Georg BrasseurIcon Politik und GesellschaftDo, 24.09.2020 — Georg Brasseur

Welche Energie brauchen wir, um mobil zu sein, und wie sieht nachhaltige Mobilität aus? Welche Energieträger haben wir, und was muss getan werden, um die 2015 in Paris vereinbarten Ziele der CO2-Neutralität bis 2040 oder 2050 zu erreichen? Diese Fragen lassen sich an Hand vorhandener Fakten beantworten. In einer mehrteiligen Serie zeigt der Elektrotechnik-Experte Georg Brasseur (o.Univ.Prof. für Elektrische Messtechnik und Sensorik an der TU Graz) den globalen Primärenergiebedarf auf und die Problematik, welche bei einem Umbau des Energiesystems auf Elektrizität aus erneuerbaren Energien mit dem raschen Ausstieg aus fossilen Brennstoffen verbunden ist. Im vorliegenden ersten Teil geht es um den weiter steigenden globalen Primärenergieverbrauch, der (noch) zu 85 % auf fossilen Brennstoffen basiert und um den Bedarf an elektrischer Energie, der im IKT-Bereich geradezu explodieren wird.

Der globale Energiebedarf

ist in den vergangenen Jahrzehnten stetig gestiegen und der bei weitem überwiegende Teil der Energie stammt auch heute noch aus fossilen Quellen (Abbildung 1).

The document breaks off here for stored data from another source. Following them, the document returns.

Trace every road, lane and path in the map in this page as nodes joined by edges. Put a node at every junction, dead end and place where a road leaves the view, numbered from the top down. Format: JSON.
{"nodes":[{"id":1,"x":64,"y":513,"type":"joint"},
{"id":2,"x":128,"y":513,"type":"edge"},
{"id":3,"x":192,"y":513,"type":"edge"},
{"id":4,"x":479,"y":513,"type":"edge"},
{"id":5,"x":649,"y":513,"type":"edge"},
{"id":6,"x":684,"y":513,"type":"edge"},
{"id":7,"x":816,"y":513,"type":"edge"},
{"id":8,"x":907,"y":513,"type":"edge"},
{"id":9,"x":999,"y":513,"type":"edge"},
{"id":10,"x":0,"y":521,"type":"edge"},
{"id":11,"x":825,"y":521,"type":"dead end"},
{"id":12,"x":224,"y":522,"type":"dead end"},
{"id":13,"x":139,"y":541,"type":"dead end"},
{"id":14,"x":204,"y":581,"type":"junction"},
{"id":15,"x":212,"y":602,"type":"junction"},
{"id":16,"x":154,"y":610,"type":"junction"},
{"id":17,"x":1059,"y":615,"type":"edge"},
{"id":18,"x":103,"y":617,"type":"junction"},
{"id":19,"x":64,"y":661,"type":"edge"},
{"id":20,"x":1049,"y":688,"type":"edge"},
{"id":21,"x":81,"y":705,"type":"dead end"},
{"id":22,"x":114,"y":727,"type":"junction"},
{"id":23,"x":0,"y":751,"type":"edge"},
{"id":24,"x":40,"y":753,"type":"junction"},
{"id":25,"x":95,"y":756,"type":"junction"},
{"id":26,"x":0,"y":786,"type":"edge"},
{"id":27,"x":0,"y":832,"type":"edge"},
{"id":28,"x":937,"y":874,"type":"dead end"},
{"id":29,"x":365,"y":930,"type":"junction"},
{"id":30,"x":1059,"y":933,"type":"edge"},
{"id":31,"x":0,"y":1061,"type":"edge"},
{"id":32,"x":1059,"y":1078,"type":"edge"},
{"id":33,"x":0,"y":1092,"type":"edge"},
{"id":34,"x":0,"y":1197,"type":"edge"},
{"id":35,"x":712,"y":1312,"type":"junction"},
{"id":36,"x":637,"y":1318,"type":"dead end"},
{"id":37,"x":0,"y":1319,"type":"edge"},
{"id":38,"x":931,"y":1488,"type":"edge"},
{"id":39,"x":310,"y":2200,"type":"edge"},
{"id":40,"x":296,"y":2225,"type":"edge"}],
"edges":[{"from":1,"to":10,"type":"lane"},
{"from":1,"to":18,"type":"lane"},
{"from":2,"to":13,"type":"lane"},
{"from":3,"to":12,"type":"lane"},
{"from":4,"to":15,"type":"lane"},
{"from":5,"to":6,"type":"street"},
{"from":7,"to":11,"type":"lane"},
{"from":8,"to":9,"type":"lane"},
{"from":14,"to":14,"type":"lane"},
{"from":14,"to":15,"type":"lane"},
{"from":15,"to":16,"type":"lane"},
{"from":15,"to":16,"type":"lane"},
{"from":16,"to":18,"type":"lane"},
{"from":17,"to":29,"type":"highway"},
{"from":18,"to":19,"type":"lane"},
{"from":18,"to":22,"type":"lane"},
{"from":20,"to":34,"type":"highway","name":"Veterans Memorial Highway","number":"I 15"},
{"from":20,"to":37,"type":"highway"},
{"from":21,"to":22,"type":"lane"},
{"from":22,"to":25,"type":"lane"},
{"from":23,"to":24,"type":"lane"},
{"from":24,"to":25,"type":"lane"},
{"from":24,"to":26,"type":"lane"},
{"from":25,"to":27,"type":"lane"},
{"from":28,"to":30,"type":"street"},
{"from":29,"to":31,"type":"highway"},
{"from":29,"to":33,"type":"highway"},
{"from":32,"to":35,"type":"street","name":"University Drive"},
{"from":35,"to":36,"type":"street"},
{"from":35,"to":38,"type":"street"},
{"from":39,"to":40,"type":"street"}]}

Abbildung 1. Der globale Verbrauch von Primärenergie ist seit 1965 stetig gestiegen und speist sich zum überwiegenden Teil aus fossilen Energieträgern. Solar- und Windenergie spielen eine minimale Rolle. Primärenergie: Energie, die aus natürlich vorkommenden Energieformen/-quellen zur Verfügung steht. In einem mit Verlusten behafteten Umwandlungsprozess (z.B. Rohöl zu Benzin) entsteht daraus die Sekundärenergie/Endenergie. (Grafik modifiziert nach: BP Statistical Review of World Energy, 67th ed. June 2018)

Im Jahr 2017 wurden global bereits 157 000 TWh (1 Terawattstunde = 1 Mrd kWh) Primärenergie benötigt:

  • 85 % der Energie kamen dabei aus fossilen Brennstoffen: aus Rohöl (34 %), Erdgas (23 %) und Kohle (28 %).
  • Nur 15 % stammten aus Quellen, die kein (zusätzliches) CO2 emittieren: hier ist mit 4 % auch die Kernkraft enthalten, mit 7 % die Wasserkraft, mit 1 % Energie aus Geothermie und Biomasse.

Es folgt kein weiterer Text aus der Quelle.